◆ **What to work on**: Everything in the listing beneath must be transcribed exactly.

◆ **Information provided**:
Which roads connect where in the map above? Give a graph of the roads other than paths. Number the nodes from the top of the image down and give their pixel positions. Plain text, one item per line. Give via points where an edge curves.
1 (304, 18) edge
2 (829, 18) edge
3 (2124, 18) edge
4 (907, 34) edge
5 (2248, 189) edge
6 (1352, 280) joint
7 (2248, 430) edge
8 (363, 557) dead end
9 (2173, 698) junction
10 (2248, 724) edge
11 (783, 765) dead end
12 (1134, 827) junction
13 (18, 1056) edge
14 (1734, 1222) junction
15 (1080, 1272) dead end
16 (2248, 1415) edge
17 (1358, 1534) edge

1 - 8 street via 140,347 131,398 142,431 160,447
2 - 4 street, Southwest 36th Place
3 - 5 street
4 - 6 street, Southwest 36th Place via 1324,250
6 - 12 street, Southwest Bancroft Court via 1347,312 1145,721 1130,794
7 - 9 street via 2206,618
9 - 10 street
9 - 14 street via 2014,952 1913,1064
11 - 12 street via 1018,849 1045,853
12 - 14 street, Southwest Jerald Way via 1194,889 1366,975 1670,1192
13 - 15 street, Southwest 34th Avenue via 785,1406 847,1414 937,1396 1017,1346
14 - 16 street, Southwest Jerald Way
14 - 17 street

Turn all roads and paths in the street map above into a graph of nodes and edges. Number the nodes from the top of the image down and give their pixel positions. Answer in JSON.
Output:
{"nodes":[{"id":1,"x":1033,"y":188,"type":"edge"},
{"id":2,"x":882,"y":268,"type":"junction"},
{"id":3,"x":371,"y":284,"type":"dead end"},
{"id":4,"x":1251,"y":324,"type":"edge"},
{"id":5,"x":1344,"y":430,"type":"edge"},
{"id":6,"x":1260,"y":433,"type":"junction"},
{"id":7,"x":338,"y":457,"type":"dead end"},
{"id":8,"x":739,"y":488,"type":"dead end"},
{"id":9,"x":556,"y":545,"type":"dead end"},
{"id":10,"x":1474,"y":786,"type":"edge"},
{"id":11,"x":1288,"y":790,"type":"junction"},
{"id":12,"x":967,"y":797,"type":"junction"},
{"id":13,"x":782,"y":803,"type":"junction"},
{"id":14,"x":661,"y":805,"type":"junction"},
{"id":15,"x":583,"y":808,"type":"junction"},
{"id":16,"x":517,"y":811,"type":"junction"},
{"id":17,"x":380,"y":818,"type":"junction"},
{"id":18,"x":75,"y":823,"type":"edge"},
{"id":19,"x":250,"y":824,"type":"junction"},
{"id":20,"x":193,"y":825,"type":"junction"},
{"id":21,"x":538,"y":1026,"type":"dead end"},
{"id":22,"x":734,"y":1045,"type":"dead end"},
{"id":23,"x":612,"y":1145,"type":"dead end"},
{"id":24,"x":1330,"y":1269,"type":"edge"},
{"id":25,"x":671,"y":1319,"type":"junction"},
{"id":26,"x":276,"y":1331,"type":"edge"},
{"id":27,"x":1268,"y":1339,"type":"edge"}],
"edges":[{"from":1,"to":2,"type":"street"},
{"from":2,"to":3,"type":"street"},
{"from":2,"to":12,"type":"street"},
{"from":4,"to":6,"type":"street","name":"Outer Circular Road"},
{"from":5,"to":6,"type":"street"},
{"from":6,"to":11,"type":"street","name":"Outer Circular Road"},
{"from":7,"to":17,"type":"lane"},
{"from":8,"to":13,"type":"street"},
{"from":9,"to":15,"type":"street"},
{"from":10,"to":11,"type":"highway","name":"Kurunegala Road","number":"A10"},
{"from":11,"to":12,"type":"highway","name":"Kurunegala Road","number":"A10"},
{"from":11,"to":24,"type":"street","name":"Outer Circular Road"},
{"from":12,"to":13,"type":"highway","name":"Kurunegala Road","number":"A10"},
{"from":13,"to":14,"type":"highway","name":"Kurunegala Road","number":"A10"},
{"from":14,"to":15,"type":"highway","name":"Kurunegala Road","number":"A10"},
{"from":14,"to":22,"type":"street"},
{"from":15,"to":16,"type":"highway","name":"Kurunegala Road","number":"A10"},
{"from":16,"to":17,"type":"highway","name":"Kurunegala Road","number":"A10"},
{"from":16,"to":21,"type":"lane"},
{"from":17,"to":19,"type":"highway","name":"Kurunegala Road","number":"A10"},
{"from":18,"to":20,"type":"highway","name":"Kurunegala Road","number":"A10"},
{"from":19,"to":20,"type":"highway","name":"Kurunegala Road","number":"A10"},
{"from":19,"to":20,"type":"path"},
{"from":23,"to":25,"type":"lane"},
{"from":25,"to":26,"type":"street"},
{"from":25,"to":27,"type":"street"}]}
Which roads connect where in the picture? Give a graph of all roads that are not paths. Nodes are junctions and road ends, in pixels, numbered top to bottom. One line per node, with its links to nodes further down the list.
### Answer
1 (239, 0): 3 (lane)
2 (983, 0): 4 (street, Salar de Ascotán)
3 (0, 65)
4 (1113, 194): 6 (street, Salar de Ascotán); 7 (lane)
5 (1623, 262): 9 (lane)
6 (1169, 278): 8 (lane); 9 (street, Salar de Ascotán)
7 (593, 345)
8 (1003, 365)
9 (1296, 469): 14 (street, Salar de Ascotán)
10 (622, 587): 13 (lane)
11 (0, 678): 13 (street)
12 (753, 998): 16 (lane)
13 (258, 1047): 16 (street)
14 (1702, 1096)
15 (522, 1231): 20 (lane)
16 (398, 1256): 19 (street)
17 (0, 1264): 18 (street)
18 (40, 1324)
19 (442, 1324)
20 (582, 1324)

◆ **Output for this exercise**:
Which roads connect where in the map above? Give a graph of the roads other than paths. Number the nodes from the top of the image down and give their pixel positions. Plain text, one item per line. Give via points where an edge curves.
1 (304, 18) edge
2 (829, 18) edge
3 (2124, 18) edge
4 (907, 34) edge
5 (2248, 189) edge
6 (1352, 280) joint
7 (2248, 430) edge
8 (363, 557) dead end
9 (2173, 698) junction
10 (2248, 724) edge
11 (783, 765) dead end
12 (1134, 827) junction
13 (18, 1056) edge
14 (1734, 1222) junction
15 (1080, 1272) dead end
16 (2248, 1415) edge
17 (1358, 1534) edge

1 - 8 street via 140,347 131,398 142,431 160,447
2 - 4 street, Southwest 36th Place
3 - 5 street
4 - 6 street, Southwest 36th Place via 1324,250
6 - 12 street, Southwest Bancroft Court via 1347,312 1145,721 1130,794
7 - 9 street via 2206,618
9 - 10 street
9 - 14 street via 2014,952 1913,1064
11 - 12 street via 1018,849 1045,853
12 - 14 street, Southwest Jerald Way via 1194,889 1366,975 1670,1192
13 - 15 street, Southwest 34th Avenue via 785,1406 847,1414 937,1396 1017,1346
14 - 16 street, Southwest Jerald Way
14 - 17 street

Turn all roads and paths in the street map above into a graph of nodes and edges. Number the nodes from the top of the image down and give their pixel positions. Answer in JSON.
Output:
{"nodes":[{"id":1,"x":1033,"y":188,"type":"edge"},
{"id":2,"x":882,"y":268,"type":"junction"},
{"id":3,"x":371,"y":284,"type":"dead end"},
{"id":4,"x":1251,"y":324,"type":"edge"},
{"id":5,"x":1344,"y":430,"type":"edge"},
{"id":6,"x":1260,"y":433,"type":"junction"},
{"id":7,"x":338,"y":457,"type":"dead end"},
{"id":8,"x":739,"y":488,"type":"dead end"},
{"id":9,"x":556,"y":545,"type":"dead end"},
{"id":10,"x":1474,"y":786,"type":"edge"},
{"id":11,"x":1288,"y":790,"type":"junction"},
{"id":12,"x":967,"y":797,"type":"junction"},
{"id":13,"x":782,"y":803,"type":"junction"},
{"id":14,"x":661,"y":805,"type":"junction"},
{"id":15,"x":583,"y":808,"type":"junction"},
{"id":16,"x":517,"y":811,"type":"junction"},
{"id":17,"x":380,"y":818,"type":"junction"},
{"id":18,"x":75,"y":823,"type":"edge"},
{"id":19,"x":250,"y":824,"type":"junction"},
{"id":20,"x":193,"y":825,"type":"junction"},
{"id":21,"x":538,"y":1026,"type":"dead end"},
{"id":22,"x":734,"y":1045,"type":"dead end"},
{"id":23,"x":612,"y":1145,"type":"dead end"},
{"id":24,"x":1330,"y":1269,"type":"edge"},
{"id":25,"x":671,"y":1319,"type":"junction"},
{"id":26,"x":276,"y":1331,"type":"edge"},
{"id":27,"x":1268,"y":1339,"type":"edge"}],
"edges":[{"from":1,"to":2,"type":"street"},
{"from":2,"to":3,"type":"street"},
{"from":2,"to":12,"type":"street"},
{"from":4,"to":6,"type":"street","name":"Outer Circular Road"},
{"from":5,"to":6,"type":"street"},
{"from":6,"to":11,"type":"street","name":"Outer Circular Road"},
{"from":7,"to":17,"type":"lane"},
{"from":8,"to":13,"type":"street"},
{"from":9,"to":15,"type":"street"},
{"from":10,"to":11,"type":"highway","name":"Kurunegala Road","number":"A10"},
{"from":11,"to":12,"type":"highway","name":"Kurunegala Road","number":"A10"},
{"from":11,"to":24,"type":"street","name":"Outer Circular Road"},
{"from":12,"to":13,"type":"highway","name":"Kurunegala Road","number":"A10"},
{"from":13,"to":14,"type":"highway","name":"Kurunegala Road","number":"A10"},
{"from":14,"to":15,"type":"highway","name":"Kurunegala Road","number":"A10"},
{"from":14,"to":22,"type":"street"},
{"from":15,"to":16,"type":"highway","name":"Kurunegala Road","number":"A10"},
{"from":16,"to":17,"type":"highway","name":"Kurunegala Road","number":"A10"},
{"from":16,"to":21,"type":"lane"},
{"from":17,"to":19,"type":"highway","name":"Kurunegala Road","number":"A10"},
{"from":18,"to":20,"type":"highway","name":"Kurunegala Road","number":"A10"},
{"from":19,"to":20,"type":"highway","name":"Kurunegala Road","number":"A10"},
{"from":19,"to":20,"type":"path"},
{"from":23,"to":25,"type":"lane"},
{"from":25,"to":26,"type":"street"},
{"from":25,"to":27,"type":"street"}]}
Which roads connect where in the picture? Give a graph of all roads that are not paths. Nodes are junctions and road ends, in pixels, numbered top to bottom. One line per node, with its links to nodes further down the list.
### Answer
1 (239, 0): 3 (lane)
2 (983, 0): 4 (street, Salar de Ascotán)
3 (0, 65)
4 (1113, 194): 6 (street, Salar de Ascotán); 7 (lane)
5 (1623, 262): 9 (lane)
6 (1169, 278): 8 (lane); 9 (street, Salar de Ascotán)
7 (593, 345)
8 (1003, 365)
9 (1296, 469): 14 (street, Salar de Ascotán)
10 (622, 587): 13 (lane)
11 (0, 678): 13 (street)
12 (753, 998): 16 (lane)
13 (258, 1047): 16 (street)
14 (1702, 1096)
15 (522, 1231): 20 (lane)
16 (398, 1256): 19 (street)
17 (0, 1264): 18 (street)
18 (40, 1324)
19 (442, 1324)
20 (582, 1324)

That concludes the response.